───── EXERCISE INPUTS ─────
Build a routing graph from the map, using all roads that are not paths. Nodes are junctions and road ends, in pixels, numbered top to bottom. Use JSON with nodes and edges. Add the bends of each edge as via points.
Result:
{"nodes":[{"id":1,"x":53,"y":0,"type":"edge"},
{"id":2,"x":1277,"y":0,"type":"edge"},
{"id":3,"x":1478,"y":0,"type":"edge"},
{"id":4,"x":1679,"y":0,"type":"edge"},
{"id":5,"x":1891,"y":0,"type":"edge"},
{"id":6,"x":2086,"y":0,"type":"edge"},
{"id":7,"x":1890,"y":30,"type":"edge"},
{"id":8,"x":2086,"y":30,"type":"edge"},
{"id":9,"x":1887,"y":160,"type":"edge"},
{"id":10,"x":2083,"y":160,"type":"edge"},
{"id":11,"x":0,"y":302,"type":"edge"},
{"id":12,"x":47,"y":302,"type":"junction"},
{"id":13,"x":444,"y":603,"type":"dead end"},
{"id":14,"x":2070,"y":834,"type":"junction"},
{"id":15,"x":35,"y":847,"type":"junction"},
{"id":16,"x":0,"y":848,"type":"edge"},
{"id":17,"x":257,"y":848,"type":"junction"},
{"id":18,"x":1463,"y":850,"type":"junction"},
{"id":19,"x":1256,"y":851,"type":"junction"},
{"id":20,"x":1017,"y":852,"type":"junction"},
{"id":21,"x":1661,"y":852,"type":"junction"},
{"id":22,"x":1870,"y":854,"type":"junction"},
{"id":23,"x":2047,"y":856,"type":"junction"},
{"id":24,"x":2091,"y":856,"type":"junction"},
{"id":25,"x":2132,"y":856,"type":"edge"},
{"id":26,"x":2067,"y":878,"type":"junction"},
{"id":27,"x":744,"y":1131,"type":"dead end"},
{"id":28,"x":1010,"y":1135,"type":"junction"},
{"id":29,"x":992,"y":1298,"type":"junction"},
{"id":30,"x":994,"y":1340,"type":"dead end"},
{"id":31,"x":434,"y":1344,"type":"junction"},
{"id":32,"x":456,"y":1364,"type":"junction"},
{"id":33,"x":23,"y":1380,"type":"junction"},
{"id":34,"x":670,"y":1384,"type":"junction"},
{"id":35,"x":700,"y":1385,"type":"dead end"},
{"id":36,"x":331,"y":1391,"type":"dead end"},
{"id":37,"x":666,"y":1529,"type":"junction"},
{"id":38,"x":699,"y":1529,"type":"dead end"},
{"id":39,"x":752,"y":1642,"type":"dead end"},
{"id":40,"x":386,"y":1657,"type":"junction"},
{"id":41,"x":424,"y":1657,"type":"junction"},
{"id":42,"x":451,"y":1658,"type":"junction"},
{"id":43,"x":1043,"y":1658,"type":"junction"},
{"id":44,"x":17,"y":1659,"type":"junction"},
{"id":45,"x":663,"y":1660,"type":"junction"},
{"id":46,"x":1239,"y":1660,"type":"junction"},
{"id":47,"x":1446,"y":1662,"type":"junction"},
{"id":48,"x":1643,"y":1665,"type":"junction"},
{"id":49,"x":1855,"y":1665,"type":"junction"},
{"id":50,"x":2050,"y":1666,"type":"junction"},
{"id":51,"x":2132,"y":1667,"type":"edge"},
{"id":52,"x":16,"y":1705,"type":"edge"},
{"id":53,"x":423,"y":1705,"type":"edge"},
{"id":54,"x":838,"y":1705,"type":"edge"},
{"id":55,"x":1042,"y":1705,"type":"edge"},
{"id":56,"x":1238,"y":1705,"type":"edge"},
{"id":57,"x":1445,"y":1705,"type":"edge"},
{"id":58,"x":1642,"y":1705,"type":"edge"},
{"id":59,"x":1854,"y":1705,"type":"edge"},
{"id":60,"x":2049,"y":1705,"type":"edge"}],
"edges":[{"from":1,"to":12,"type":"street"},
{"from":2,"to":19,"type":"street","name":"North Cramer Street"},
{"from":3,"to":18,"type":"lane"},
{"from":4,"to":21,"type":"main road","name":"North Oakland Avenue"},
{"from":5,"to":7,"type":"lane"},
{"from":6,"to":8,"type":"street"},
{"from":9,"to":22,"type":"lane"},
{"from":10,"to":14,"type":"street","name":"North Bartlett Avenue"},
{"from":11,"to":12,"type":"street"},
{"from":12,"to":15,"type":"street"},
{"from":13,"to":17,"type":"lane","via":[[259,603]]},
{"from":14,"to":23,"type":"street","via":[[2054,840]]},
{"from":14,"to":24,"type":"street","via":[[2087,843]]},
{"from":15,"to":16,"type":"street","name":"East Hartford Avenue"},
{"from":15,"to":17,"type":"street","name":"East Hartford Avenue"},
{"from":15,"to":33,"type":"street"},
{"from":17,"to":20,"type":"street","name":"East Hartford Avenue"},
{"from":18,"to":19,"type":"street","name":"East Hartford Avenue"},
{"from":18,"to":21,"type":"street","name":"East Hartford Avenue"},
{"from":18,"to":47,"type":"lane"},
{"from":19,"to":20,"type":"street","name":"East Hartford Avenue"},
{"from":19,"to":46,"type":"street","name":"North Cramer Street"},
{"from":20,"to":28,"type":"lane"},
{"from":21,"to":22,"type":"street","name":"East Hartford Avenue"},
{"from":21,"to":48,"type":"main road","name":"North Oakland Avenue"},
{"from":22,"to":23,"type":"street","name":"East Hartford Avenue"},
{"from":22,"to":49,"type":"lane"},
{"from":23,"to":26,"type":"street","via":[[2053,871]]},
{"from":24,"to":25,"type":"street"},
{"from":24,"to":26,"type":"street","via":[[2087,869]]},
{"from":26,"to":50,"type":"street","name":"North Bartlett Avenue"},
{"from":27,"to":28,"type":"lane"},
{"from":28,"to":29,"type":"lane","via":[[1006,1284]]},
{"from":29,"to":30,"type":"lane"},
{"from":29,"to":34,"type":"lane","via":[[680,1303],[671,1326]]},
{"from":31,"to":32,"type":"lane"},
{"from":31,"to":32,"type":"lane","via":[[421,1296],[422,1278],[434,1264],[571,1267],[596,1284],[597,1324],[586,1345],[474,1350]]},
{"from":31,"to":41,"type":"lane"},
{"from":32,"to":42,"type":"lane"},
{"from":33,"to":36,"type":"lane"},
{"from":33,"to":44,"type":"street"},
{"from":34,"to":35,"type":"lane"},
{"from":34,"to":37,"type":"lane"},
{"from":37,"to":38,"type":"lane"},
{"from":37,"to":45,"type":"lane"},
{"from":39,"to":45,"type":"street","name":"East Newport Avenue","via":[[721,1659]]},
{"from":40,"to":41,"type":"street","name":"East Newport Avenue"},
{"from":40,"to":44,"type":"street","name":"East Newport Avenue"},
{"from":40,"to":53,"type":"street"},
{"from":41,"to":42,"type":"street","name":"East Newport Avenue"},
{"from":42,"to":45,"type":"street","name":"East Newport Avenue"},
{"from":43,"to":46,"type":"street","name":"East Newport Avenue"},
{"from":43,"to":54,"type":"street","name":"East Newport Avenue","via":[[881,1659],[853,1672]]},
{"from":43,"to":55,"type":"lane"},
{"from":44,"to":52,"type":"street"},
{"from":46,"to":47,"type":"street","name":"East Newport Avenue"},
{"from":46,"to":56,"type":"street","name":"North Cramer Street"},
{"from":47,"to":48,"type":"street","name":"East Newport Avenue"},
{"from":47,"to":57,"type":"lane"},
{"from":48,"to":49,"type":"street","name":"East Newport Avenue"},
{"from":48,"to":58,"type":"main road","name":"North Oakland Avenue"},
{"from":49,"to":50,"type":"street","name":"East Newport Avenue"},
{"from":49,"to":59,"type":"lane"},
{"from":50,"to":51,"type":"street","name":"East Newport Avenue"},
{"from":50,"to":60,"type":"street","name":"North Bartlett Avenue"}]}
─────
───── EXERCISE INPUTS ─────
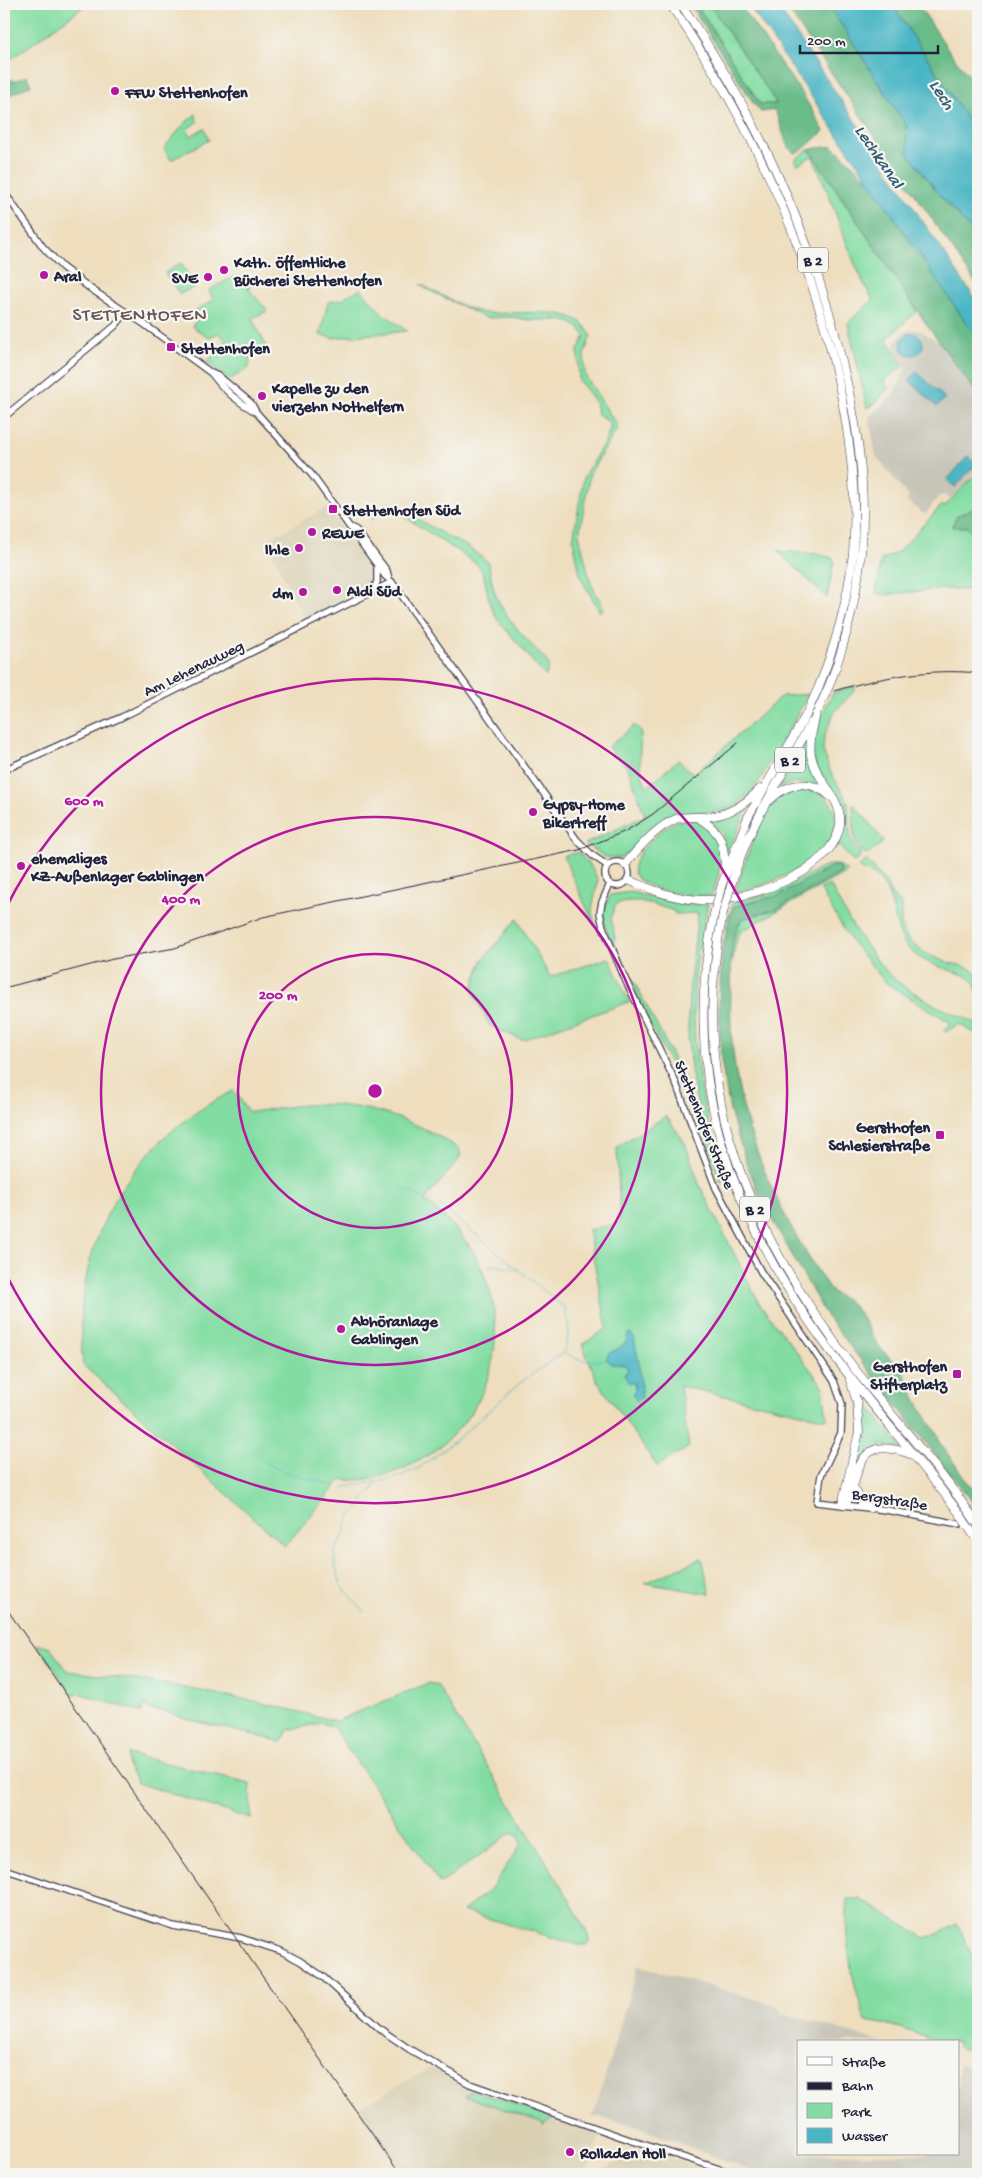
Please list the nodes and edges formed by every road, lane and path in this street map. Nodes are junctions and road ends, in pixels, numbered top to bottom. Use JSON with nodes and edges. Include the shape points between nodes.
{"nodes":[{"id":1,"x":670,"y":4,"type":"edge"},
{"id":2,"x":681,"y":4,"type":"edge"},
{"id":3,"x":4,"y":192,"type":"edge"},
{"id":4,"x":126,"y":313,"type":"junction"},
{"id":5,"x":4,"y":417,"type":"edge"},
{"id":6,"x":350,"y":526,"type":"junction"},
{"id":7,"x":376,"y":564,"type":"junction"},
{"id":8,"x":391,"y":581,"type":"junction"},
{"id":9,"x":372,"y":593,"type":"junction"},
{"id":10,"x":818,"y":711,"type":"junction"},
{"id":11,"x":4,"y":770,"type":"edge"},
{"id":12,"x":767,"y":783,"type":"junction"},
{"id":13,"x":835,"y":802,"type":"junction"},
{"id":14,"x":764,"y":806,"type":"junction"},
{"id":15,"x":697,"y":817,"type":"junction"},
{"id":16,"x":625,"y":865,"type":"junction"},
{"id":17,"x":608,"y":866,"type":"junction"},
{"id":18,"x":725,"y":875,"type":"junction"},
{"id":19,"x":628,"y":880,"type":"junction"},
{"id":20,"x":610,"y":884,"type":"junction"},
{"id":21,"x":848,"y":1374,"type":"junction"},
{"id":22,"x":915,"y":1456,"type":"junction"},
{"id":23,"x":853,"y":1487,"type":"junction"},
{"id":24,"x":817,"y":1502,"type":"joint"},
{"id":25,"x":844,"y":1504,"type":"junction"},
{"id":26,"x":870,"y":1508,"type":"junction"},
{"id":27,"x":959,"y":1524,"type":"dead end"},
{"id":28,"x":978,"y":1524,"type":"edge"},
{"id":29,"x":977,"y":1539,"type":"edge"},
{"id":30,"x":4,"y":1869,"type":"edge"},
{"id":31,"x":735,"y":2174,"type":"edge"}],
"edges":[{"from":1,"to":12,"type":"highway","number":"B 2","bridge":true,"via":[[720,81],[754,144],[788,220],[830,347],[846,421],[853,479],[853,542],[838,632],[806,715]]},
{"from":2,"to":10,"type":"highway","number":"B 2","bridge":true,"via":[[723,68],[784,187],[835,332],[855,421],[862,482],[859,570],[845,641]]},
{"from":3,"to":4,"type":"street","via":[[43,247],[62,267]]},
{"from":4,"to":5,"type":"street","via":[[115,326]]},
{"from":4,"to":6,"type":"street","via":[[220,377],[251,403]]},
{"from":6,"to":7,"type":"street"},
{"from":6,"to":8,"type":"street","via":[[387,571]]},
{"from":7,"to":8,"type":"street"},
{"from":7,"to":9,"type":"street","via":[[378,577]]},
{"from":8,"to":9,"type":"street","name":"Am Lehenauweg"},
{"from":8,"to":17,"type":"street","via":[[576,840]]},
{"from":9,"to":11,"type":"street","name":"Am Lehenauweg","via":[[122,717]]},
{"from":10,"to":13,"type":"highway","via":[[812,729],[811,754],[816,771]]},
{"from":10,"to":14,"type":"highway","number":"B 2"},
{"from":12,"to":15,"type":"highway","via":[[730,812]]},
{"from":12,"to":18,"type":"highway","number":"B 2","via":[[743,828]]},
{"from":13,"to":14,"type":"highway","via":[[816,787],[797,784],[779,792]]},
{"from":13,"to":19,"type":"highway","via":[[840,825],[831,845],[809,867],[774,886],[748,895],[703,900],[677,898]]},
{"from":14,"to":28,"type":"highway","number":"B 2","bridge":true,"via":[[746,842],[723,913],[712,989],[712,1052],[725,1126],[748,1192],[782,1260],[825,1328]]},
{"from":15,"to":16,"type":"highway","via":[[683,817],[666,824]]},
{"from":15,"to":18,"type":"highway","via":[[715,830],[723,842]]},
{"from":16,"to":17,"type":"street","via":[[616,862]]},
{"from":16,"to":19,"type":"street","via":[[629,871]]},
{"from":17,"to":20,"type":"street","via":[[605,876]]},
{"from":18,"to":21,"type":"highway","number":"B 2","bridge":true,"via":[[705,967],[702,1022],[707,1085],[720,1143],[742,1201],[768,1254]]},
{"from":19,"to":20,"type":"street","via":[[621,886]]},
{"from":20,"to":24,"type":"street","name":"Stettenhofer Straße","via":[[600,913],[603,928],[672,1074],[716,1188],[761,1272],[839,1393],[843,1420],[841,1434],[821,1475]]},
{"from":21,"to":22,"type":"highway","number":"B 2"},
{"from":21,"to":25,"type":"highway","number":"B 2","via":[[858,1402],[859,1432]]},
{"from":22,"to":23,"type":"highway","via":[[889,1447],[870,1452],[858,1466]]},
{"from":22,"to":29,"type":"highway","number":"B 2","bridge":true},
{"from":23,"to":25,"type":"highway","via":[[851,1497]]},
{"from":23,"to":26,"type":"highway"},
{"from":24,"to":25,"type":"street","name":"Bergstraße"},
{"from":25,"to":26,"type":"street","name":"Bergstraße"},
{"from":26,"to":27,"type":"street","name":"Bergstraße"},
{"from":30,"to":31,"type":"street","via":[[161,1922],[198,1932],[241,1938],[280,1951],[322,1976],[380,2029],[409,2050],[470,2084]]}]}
─────
───── EXERCISE INPUTS ─────
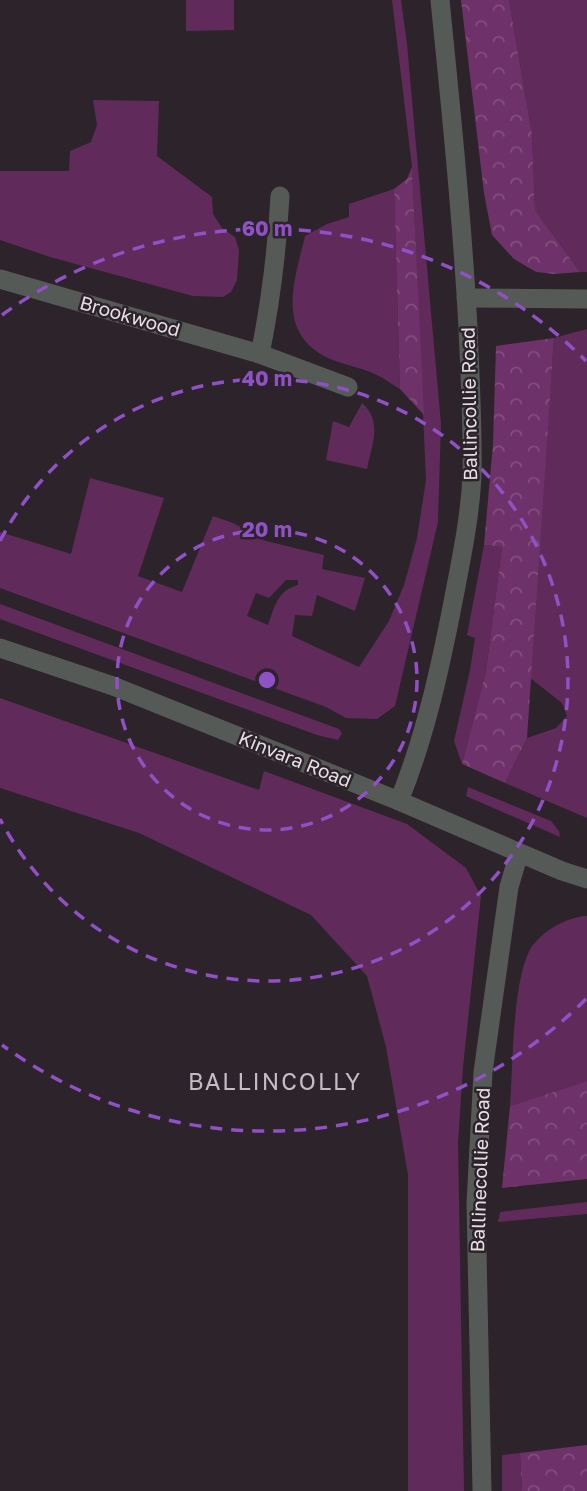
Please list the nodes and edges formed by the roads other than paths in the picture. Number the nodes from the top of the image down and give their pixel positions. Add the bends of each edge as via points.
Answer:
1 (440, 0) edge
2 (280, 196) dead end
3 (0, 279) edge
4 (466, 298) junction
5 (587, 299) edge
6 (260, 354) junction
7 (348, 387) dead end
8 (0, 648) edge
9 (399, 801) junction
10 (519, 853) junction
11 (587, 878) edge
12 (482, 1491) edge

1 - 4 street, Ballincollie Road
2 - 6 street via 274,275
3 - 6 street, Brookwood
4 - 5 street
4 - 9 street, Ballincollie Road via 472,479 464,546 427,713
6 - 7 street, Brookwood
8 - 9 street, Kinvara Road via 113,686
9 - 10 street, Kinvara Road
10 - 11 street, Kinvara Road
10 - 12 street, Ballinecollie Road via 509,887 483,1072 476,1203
─────
TASK BRIEF: Lines holding "roads" in the material above are to be reported.

EXERCISE RESULT:
Build a routing graph from the map, using all roads that are not paths. Nodes are junctions and road ends, in pixels, numbered top to bottom. Use JSON with nodes and edges. Add the bends of each edge as via points.
Please list the nodes and edges formed by the roads other than paths in the picture. Number the nodes from the top of the image down and give their pixel positions. Add the bends of each edge as via points.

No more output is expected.